Otóż Karłowe, to po prostu pomidory samokończące, które po utworzeniu odpowiedniej ilości kwiecia ( jak to samokończące), przestają rosnąć i zajmują się już tylko wiązaniem i dojrzewaniem owoców. Ich krzaki nie przekraczają zazwyczaj wysokości 70 cm.

Wśród nich znajdują się również najmniejsze krzaczki mające po 30 cm wysokości, takie jak Venus, czy Mikro Tom.

Pomidorki karzełki zagladają mi przez okno z zewnętrznego parapetu.

Pozostałe cechy to kształt, barwa, wielkość owoców ich mięsistość i przeznaczenie kulinarne.

Kształt

Ze względu na kształt, dzielimy pomidory na kuliste, podłużne, spłaszczone i serca, oraz ich różne kombinacje. W związku z krzyżowaniem pomidorów o różnych cechach, powstały i takie o nietypowym wyglądzie gruszki, okrągłe z czubkiem, żebrowane czy podłużne z czubkiem. Cechy te oprócz wizualnych różnic, determinują również w pewnym stopniu rodzaj miąższu, nie należy się tu jednak spodziewać jakiejś sztywnej reguły.
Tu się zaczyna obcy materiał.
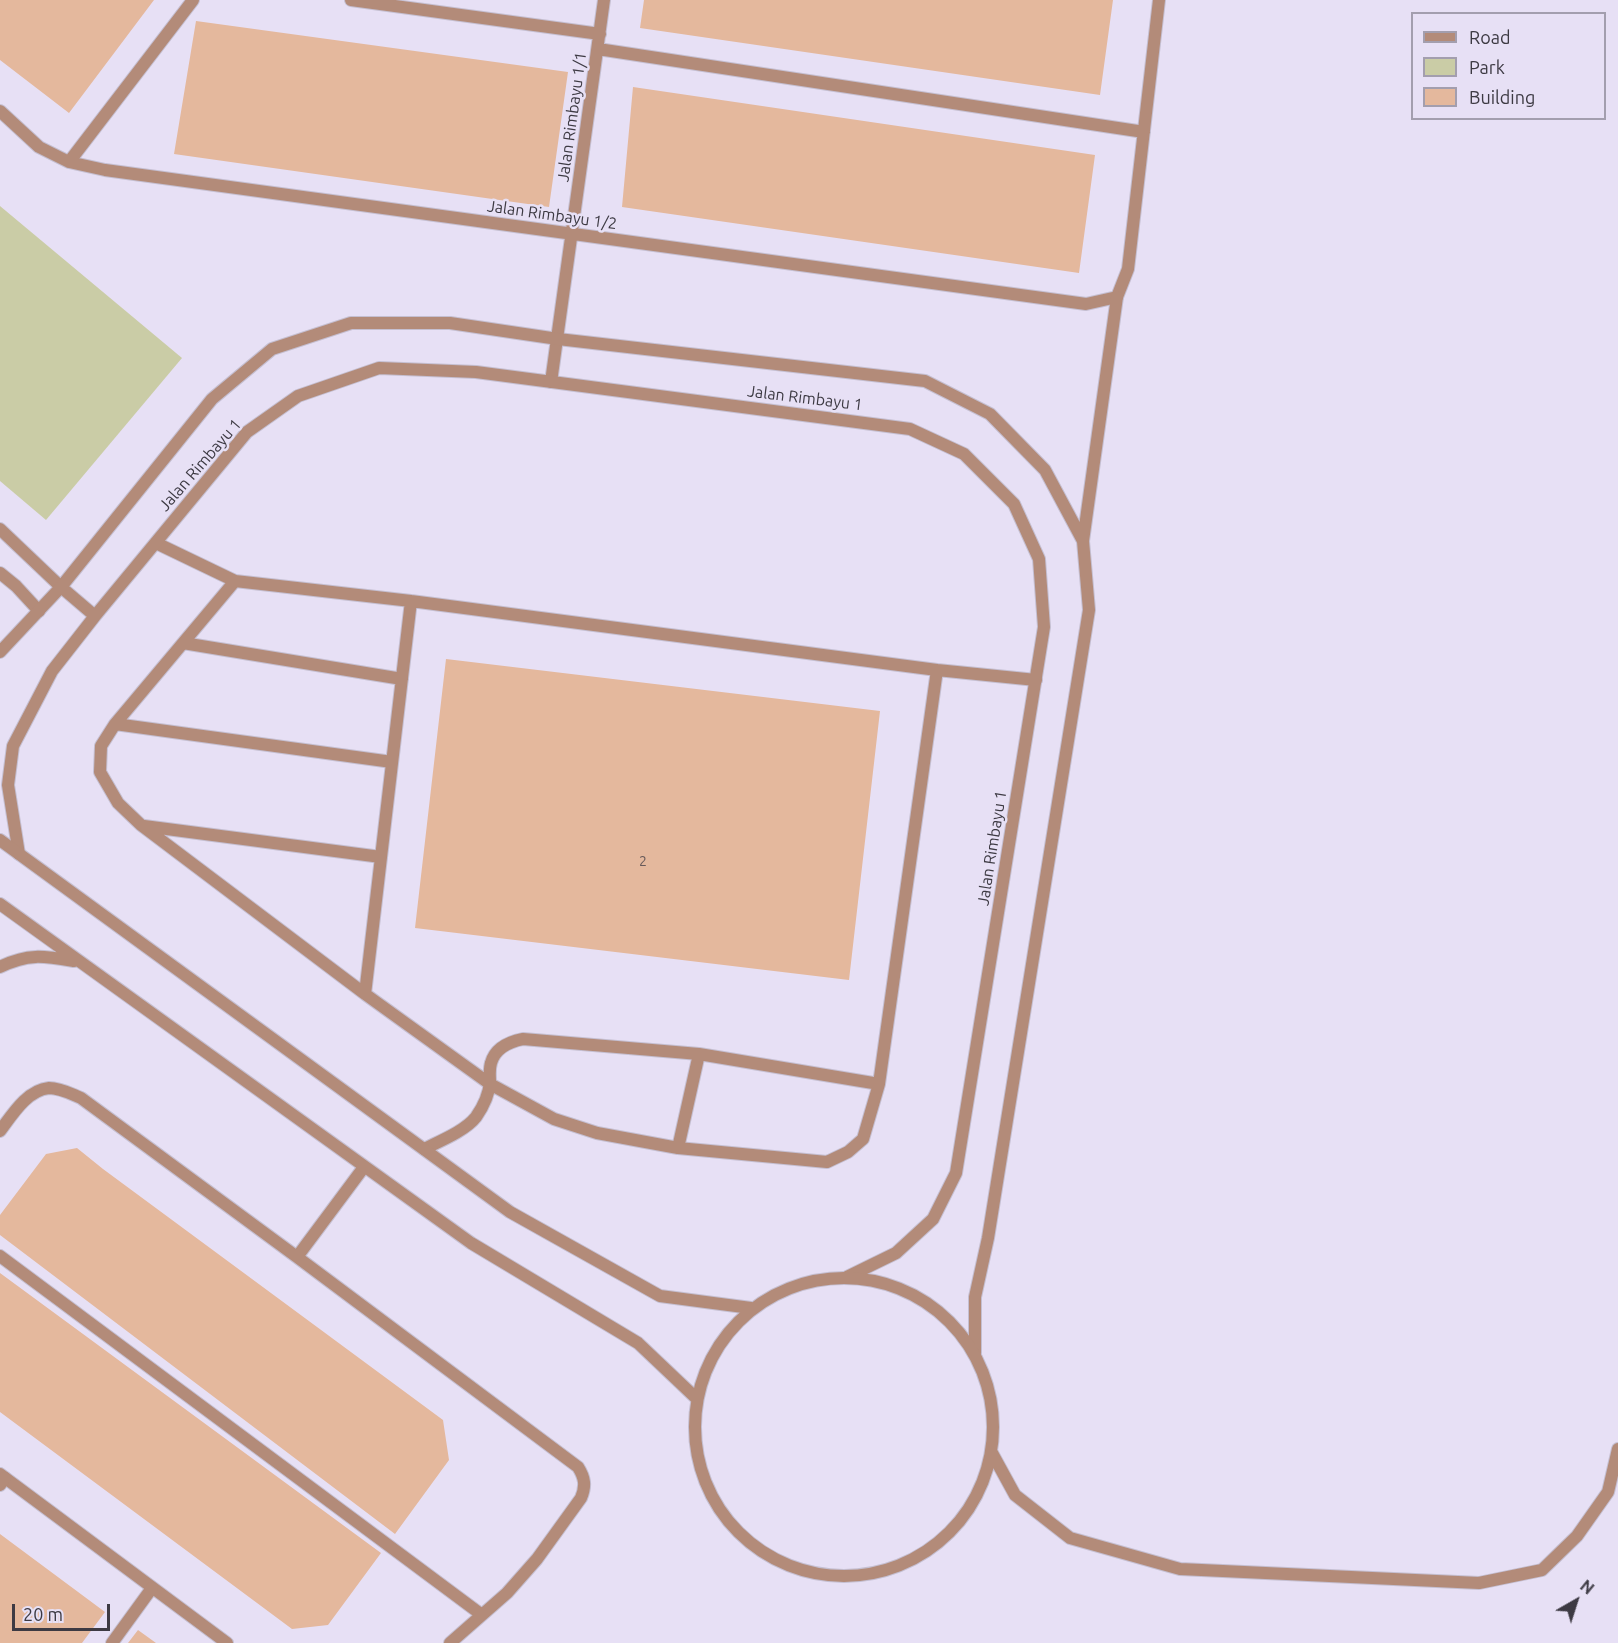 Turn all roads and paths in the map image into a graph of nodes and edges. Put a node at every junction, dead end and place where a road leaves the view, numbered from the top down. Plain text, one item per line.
1 (193, 0) edge
2 (351, 0) edge
3 (604, 0) edge
4 (1159, 0) edge
5 (600, 34) junction
6 (598, 49) junction
7 (0, 111) edge
8 (1144, 132) junction
9 (69, 162) junction
10 (572, 235) junction
11 (1117, 297) junction
12 (558, 339) junction
13 (551, 382) junction
14 (0, 529) edge
15 (1083, 542) junction
16 (156, 543) junction
17 (0, 573) edge
18 (235, 581) junction
19 (61, 587) junction
20 (411, 601) junction
21 (39, 611) junction
22 (95, 616) junction
23 (183, 643) junction
24 (0, 652) edge
25 (937, 670) junction
26 (402, 679) junction
27 (1036, 680) junction
28 (116, 724) junction
29 (392, 762) junction
30 (141, 825) junction
31 (0, 840) edge
32 (19, 854) junction
33 (381, 857) junction
34 (0, 904) edge
35 (78, 962) junction
36 (0, 967) edge
37 (365, 994) junction
38 (699, 1054) junction
39 (490, 1084) junction
40 (879, 1084) junction
41 (0, 1131) edge
42 (678, 1148) junction
43 (424, 1149) junction
44 (364, 1167) junction
45 (0, 1256) edge
46 (297, 1257) junction
47 (847, 1277) junction
48 (751, 1308) junction
49 (975, 1353) junction
50 (696, 1398) junction
51 (1618, 1449) edge
52 (992, 1453) junction
53 (2, 1479) edge
54 (152, 1588) junction
55 (482, 1615) junction
56 (112, 1643) edge
57 (227, 1643) edge
58 (450, 1643) edge

1 - 9 street
2 - 5 street
3 - 5 street, Jalan Rimbayu 1/1
4 - 8 street
5 - 6 street, Jalan Rimbayu 1/1
6 - 8 street
6 - 10 street, Jalan Rimbayu 1/1
7 - 9 street, Jalan Rimbayu 1/2
8 - 11 street
9 - 10 street, Jalan Rimbayu 1/2
10 - 11 street, Jalan Rimbayu 1/2
10 - 12 street, Jalan Rimbayu 1/1
11 - 15 street
12 - 13 street, Jalan Rimbayu 1/1
12 - 15 street, Jalan Rimbayu 1
12 - 19 street, Jalan Rimbayu 1
13 - 16 street, Jalan Rimbayu 1
13 - 27 street, Jalan Rimbayu 1
14 - 19 street
15 - 49 street, Jalan Rimbayu 1
16 - 18 street
16 - 22 street, Jalan Rimbayu 1
17 - 21 street
18 - 20 street
18 - 23 street
19 - 21 street, Jalan Rimbayu 1
19 - 22 street
20 - 25 street
20 - 26 street
21 - 24 street, Jalan Rimbayu 1
22 - 32 street, Jalan Rimbayu 1
23 - 26 street
23 - 28 street
25 - 27 street
25 - 40 street
26 - 29 street
27 - 47 street, Jalan Rimbayu 1
28 - 29 street
28 - 30 street
29 - 33 street
30 - 33 street
30 - 37 street
31 - 32 street
32 - 43 street
33 - 37 street
34 - 35 street
35 - 36 street
35 - 44 street
37 - 39 street
38 - 39 street
38 - 40 street
38 - 42 street
39 - 42 street
39 - 43 street
40 - 42 street
41 - 46 street
43 - 48 street
44 - 46 street
44 - 50 street
45 - 55 street
46 - 55 street
47 - 48 street
47 - 49 street
48 - 50 street
49 - 52 street
50 - 52 street
51 - 52 street
53 - 54 street
54 - 56 street
54 - 57 street
55 - 58 street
Różnorodność wielkości, kształtów i barw pomidorów jest przeogromna.

Kolor

Wśród barw oprócz tak oczywistej jak czerwona, mamy żółte, różowe – tzw. malinowe, pomarańczowe, czarne ( choć tak naprawdę w większości raczej ciemno-brązowe) indygo, białe, zielone, i ich różne mieszanki określane mianem bi-color, lub tri-color. Plus odmiany w paski. Oj jest tego. Barwa determinuje smak pomidora, ale również jego potrzeby nawozowe ( tak, to jest ze sobą powiązane ). Pomidory zielone zazwyczaj są łagodniejsze w smaku, o większej słodyczy niż większość odmian czerwonych. Smak malinowych chyba każdy zna, a czarne i indygo często mają w sobie nutkę korzennego smaku.

Jedziemy dalej…

Miąższ

Ze względu na miąższ dzielimy pomidory na mięsiste  ( typ befsztyk), i jak dla mnie, całą resztę ;), choć tu też jakieś nazewnictwo dodatkowe występuje. Mało istotne dla mnie, jak będziecie mieli potrzebę, wygooglacie sobie 🙂

Wielkość owoców

Została nam jeszcze wielkość owoców i tak: 

typ cherry to 15–30 g; 

koktajlowy 25–40 g; 

o małych owocach 50–100 g, średnicy 47–57 mm; 

o średnich owocach 100–150 g, średnica 57–67 mm; 

o dużych owocach 150–200, średnica 67–82 mm; 

oraz o bardzo dużych owocach 200 g do 1 kg, średnica powyżej 82 mm. (tzw, giant)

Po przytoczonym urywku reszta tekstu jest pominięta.